In what follows, I will consider one case in which the participants in a clinical trial did lodge an official complaint with the Chinese and North American authorities. This case, I suggest, is indicative of larger problems in the current political economy of health care and clinical trials in China.

HIV/AIDS and the Price of Exposure

In January 2003, four HIV-positive farmers from Henan province, representing a further 15, sent a letter of complaint to the US National Institutes of Health and the Chinese Ministry of Health claiming that they had been mistreated in the course of a clinical trial based at Ditan hospital in Beijing. The patients were all in the later stages of HIV/AIDS and had participated in a trial for VGV-1, an experimental compound designed to increase the efficacy of anti-retroviral drugs. The website of the company that developed the drug, the California-based biotech company Viral Genetics, describes the China trial as a 34-patient open label, pilot study of treatment naïve subjects in stage three of the HIV/AIDS illness.21 Pilot studies are small feasibility trials conducted prior to full-scale investigations, while open-label designates a study in which both the health providers and the patients are aware of the drug being administered (as opposed to the double-blind method). A previous pilot study involving ten patients in Mexico had suggested that VGV-1 could restore the effectiveness of other AIDS drugs when used in conjunction with existing anti-retroviral therapies. In the Chinese study, the patients recruited into the trial were not taking ARVs and were thus treatment naïve. This, however, was not the focus of the formal complaint made by the trial participants, who pointed instead to deficiencies in the informed consent procedures and unexpected side effects. Several participants developed severe reactions and were forced to pay for additional medication to treat them. The patients complained that the risks had either not been explained at all or had been mis-represented (some of them were under the impression that the drugs would cure them). In several cases, informed consent procedures were neglected; others had to pay for copies of the informed consent form. The patients' expenses were not covered as agreed and participants were not informed of the results of the trial. When these complaints were referred to the Institutional Review Board (IRB) of the National Center for AIDS/STD Prevention and Control, it recommended that in future doctors should make better efforts to explain trials to patients and ruled that participants should be paid expenses at the rate of 10 yuan per day. Their conclusion, however, was that there were no `serious problems' with the trial.

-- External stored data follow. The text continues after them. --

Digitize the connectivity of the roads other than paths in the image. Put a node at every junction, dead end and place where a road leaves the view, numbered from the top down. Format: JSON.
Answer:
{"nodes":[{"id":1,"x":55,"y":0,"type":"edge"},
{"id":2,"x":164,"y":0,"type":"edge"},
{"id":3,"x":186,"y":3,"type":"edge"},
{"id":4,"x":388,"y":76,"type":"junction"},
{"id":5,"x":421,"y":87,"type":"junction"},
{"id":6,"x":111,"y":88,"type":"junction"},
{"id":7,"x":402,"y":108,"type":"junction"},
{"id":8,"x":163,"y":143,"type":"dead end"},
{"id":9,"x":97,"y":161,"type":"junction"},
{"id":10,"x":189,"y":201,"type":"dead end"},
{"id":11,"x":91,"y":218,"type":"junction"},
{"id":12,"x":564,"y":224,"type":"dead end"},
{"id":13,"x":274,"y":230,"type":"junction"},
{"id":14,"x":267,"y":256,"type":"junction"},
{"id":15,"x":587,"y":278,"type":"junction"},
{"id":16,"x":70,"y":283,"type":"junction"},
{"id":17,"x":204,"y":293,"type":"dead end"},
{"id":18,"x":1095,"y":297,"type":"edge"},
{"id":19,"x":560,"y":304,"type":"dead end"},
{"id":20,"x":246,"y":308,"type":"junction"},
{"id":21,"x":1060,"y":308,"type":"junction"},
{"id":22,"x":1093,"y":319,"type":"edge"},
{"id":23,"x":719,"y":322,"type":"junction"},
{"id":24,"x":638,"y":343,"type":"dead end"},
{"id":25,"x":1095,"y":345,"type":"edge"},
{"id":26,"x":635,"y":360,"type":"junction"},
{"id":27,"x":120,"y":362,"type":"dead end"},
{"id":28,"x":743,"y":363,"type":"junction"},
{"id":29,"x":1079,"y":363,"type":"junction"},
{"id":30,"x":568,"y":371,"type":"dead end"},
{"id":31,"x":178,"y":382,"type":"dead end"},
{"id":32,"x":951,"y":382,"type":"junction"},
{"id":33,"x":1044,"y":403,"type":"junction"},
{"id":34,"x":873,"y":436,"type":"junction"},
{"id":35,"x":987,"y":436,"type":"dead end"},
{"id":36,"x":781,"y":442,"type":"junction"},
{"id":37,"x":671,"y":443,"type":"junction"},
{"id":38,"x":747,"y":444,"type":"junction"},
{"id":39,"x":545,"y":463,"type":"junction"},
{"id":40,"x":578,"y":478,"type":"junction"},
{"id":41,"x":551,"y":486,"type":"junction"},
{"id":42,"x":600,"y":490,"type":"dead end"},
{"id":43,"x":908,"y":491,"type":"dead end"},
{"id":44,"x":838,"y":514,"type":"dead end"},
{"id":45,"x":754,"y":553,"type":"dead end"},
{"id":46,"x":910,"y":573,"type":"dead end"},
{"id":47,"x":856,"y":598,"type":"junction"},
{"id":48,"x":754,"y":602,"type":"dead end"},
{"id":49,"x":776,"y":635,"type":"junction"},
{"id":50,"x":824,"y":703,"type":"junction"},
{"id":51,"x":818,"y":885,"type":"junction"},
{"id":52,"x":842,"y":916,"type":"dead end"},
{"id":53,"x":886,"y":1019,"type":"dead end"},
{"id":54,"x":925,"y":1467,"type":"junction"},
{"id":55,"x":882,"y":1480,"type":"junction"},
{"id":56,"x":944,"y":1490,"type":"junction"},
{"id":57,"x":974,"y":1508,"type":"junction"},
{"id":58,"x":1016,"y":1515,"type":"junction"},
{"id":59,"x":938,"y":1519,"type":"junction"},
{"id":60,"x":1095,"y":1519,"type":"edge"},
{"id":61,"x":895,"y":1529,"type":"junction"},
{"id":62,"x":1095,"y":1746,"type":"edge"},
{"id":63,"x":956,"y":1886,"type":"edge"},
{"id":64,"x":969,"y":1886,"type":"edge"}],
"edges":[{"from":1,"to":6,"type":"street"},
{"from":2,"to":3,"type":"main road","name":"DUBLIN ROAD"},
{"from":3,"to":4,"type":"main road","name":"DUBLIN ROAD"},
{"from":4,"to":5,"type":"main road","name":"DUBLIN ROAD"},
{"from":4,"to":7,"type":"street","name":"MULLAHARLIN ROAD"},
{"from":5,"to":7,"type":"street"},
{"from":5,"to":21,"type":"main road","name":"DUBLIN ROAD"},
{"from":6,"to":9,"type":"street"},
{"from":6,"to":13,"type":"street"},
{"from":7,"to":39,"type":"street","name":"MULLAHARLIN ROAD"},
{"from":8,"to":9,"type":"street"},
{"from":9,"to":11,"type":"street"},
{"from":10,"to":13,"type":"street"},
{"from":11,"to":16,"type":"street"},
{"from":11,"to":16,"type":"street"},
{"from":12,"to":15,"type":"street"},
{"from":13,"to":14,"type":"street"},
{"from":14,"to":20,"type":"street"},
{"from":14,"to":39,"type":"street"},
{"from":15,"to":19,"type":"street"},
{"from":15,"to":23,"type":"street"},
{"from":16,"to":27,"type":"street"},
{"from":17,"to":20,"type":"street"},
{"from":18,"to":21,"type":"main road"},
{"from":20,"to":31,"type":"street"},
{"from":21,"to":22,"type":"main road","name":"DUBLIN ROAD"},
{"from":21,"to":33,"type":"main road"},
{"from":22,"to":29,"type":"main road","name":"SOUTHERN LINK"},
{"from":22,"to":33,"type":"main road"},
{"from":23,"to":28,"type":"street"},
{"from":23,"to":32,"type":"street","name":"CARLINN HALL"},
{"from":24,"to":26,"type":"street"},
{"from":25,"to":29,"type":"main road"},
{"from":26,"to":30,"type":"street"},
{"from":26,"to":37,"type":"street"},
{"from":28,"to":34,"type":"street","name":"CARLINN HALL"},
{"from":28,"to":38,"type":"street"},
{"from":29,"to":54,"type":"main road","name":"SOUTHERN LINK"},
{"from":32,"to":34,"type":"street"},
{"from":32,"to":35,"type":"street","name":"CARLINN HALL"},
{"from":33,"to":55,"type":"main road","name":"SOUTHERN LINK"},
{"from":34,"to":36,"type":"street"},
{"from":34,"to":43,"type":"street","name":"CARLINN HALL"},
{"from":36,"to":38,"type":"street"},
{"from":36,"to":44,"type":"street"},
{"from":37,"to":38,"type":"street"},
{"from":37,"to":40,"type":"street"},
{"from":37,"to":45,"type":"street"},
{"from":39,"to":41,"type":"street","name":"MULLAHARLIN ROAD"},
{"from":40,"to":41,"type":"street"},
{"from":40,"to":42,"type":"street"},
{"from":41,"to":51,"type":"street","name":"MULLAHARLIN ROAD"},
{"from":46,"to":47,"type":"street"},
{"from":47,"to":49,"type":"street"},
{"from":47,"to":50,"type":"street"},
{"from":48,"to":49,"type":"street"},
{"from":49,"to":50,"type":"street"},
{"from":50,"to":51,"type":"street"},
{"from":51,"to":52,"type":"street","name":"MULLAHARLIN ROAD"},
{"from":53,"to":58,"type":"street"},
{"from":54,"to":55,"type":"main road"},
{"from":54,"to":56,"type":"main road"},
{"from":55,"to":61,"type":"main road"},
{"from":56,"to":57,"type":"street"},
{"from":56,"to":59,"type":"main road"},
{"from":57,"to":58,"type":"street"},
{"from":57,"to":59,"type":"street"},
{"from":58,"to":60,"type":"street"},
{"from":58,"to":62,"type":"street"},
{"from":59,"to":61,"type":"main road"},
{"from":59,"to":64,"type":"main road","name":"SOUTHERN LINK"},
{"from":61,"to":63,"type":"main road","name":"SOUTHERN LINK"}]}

In the international scientific media, commentators on the VGV-1 trial have focused on the shortcomings of bioethical procedure, noting in particular that while Viral Genetics had obtained approval from the hospital IRB they had failed to submit an ethics application to the SFDA, as was required of them (Cyranowski 2005; Chigwedere 2006). Responses such as these tend to limit the scope of debate to the presence or absence of the informed consent contract, institutional review boards and proper regulatory oversights. Here I follow Kaushik Sunder Rajan in suggesting that the very vocabulary of bioethical discourse serves to obscure the political–economic dimension of contemporary drug testing, deciding in advance that human subject experimentation can be considered as anything but labour. Kaushik Sunder Rajan has pointed out that the problems inherent in the informed consent contract are identical to those identified by Marx in the liberal work contract, suggesting that in some respects bioethics has emerged as today's rhetoric of choice for liberal individualism. The liberal contract presumes the formal equality of contracting parties. As the worker's right to the labour of his own body was guaranteed by liberal contract theory, the assumption was that the worker was `free' to enter into the labour contract. But as Marx insisted, since the labourer typically owned nothing except the labour of his own body this was at best a `freedom under duress.' Thus concludes Sunder Rajan `the concerns raised over ethical variability in global clinical trials are often premised on the notion that ethical enforcement is likely to be looser in the Third World than the First. My attempt here has been to show, on the contrary, it is precisely the global harmonization of ethical standards that provides the conditions of possibility for the experimental subjection of the `merely risked' Third World subject; and further, that this harmonization of ethics goes hand-in-hand with the global harmonization of property regimes' (Sunder Rajan 2007: 83).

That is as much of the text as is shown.